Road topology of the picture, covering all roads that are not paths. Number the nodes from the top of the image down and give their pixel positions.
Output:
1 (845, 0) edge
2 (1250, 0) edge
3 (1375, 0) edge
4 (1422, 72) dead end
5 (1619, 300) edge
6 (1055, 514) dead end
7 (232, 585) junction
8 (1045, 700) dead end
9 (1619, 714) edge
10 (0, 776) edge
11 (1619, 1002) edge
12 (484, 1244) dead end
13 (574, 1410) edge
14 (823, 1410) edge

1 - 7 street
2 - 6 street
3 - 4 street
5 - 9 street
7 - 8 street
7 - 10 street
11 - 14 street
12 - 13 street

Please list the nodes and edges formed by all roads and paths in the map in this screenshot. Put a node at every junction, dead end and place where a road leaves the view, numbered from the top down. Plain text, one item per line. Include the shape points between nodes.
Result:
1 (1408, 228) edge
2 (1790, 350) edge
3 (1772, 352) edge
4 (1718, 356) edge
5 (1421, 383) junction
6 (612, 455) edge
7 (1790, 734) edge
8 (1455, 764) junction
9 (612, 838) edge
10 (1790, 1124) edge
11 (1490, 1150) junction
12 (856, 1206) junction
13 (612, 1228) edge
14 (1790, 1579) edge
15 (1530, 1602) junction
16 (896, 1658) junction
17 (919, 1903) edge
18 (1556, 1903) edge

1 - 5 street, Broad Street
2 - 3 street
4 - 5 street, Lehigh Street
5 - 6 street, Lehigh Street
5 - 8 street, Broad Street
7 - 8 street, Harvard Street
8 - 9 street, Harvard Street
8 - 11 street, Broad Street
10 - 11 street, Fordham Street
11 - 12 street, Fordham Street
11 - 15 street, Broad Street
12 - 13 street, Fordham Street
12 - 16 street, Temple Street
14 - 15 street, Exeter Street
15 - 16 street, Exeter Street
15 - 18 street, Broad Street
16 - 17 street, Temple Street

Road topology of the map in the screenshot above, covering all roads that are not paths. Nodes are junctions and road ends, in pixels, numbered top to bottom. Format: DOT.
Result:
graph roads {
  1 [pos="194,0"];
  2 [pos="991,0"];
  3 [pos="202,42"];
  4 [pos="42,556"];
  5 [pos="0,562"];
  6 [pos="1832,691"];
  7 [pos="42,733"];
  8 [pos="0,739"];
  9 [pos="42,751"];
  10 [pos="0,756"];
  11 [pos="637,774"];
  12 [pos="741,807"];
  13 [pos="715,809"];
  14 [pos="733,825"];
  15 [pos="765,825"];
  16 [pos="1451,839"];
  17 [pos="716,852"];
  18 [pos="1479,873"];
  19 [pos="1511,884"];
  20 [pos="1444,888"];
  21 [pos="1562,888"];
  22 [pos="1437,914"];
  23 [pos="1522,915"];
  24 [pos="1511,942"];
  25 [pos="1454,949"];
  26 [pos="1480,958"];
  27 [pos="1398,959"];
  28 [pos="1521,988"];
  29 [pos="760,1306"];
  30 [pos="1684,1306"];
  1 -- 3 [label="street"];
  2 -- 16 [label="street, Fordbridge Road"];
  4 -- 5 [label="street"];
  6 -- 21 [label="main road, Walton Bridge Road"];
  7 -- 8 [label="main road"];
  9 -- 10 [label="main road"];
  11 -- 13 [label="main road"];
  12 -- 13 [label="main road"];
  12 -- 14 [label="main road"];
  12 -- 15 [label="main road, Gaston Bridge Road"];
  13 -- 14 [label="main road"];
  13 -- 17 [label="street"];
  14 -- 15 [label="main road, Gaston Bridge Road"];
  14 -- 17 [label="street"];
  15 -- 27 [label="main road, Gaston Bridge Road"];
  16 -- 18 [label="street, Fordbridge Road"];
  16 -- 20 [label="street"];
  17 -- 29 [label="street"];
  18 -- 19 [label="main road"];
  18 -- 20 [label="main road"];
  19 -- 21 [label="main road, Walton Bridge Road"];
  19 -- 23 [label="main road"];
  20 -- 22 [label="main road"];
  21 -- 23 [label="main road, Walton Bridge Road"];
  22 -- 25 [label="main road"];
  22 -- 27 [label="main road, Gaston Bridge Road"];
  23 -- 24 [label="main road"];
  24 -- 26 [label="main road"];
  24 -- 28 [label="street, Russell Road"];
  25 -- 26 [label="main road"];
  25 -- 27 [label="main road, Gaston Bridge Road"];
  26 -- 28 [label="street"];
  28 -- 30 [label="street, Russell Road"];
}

#### [WORK REQUIRED]
The expected answer is a copy of each line in the records that holds the word "from".

#### [EXERCISE RESULT]
Road topology of the picture, covering all roads that are not paths. Number the nodes from the top of the image down and give their pixel positions.
Please list the nodes and edges formed by all roads and paths in the map in this screenshot. Put a node at every junction, dead end and place where a road leaves the view, numbered from the top down. Plain text, one item per line. Include the shape points between nodes.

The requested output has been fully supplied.